About this task: Once the records have been read, set every one down as it stands.

Data excerpts:
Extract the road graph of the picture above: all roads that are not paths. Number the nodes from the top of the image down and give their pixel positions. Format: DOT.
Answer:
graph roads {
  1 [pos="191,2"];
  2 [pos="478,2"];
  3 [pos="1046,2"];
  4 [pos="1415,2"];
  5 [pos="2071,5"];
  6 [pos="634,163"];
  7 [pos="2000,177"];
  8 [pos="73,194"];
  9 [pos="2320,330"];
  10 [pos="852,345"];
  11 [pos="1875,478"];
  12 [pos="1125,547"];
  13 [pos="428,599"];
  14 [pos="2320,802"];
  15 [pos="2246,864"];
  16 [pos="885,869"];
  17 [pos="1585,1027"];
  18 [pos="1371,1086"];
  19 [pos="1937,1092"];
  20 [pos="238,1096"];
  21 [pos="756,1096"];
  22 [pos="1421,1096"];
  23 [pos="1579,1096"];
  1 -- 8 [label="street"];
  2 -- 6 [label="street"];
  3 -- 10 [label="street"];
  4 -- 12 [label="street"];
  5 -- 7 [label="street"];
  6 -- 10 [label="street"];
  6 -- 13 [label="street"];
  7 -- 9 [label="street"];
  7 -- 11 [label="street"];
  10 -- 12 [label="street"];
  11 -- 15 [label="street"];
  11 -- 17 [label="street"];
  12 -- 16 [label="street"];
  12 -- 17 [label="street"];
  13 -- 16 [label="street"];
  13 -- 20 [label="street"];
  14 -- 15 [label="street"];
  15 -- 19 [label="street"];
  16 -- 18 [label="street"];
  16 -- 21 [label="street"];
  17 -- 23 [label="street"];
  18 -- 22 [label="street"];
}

Response to the exercise:
Extract the road graph of the picture above: all roads that are not paths. Number the nodes from the top of the image down and give their pixel positions. Format: DOT.
Answer:
graph roads {
  1 [pos="191,2"];
  2 [pos="478,2"];
  3 [pos="1046,2"];
  4 [pos="1415,2"];
  5 [pos="2071,5"];
  6 [pos="634,163"];
  7 [pos="2000,177"];
  8 [pos="73,194"];
  9 [pos="2320,330"];
  10 [pos="852,345"];
  11 [pos="1875,478"];
  12 [pos="1125,547"];
  13 [pos="428,599"];
  14 [pos="2320,802"];
  15 [pos="2246,864"];
  16 [pos="885,869"];
  17 [pos="1585,1027"];
  18 [pos="1371,1086"];
  19 [pos="1937,1092"];
  20 [pos="238,1096"];
  21 [pos="756,1096"];
  22 [pos="1421,1096"];
  23 [pos="1579,1096"];
  1 -- 8 [label="street"];
  2 -- 6 [label="street"];
  3 -- 10 [label="street"];
  4 -- 12 [label="street"];
  5 -- 7 [label="street"];
  6 -- 10 [label="street"];
  6 -- 13 [label="street"];
  7 -- 9 [label="street"];
  7 -- 11 [label="street"];
  10 -- 12 [label="street"];
  11 -- 15 [label="street"];
  11 -- 17 [label="street"];
  12 -- 16 [label="street"];
  12 -- 17 [label="street"];
  13 -- 16 [label="street"];
  13 -- 20 [label="street"];
  14 -- 15 [label="street"];
  15 -- 19 [label="street"];
  16 -- 18 [label="street"];
  16 -- 21 [label="street"];
  17 -- 23 [label="street"];
  18 -- 22 [label="street"];
}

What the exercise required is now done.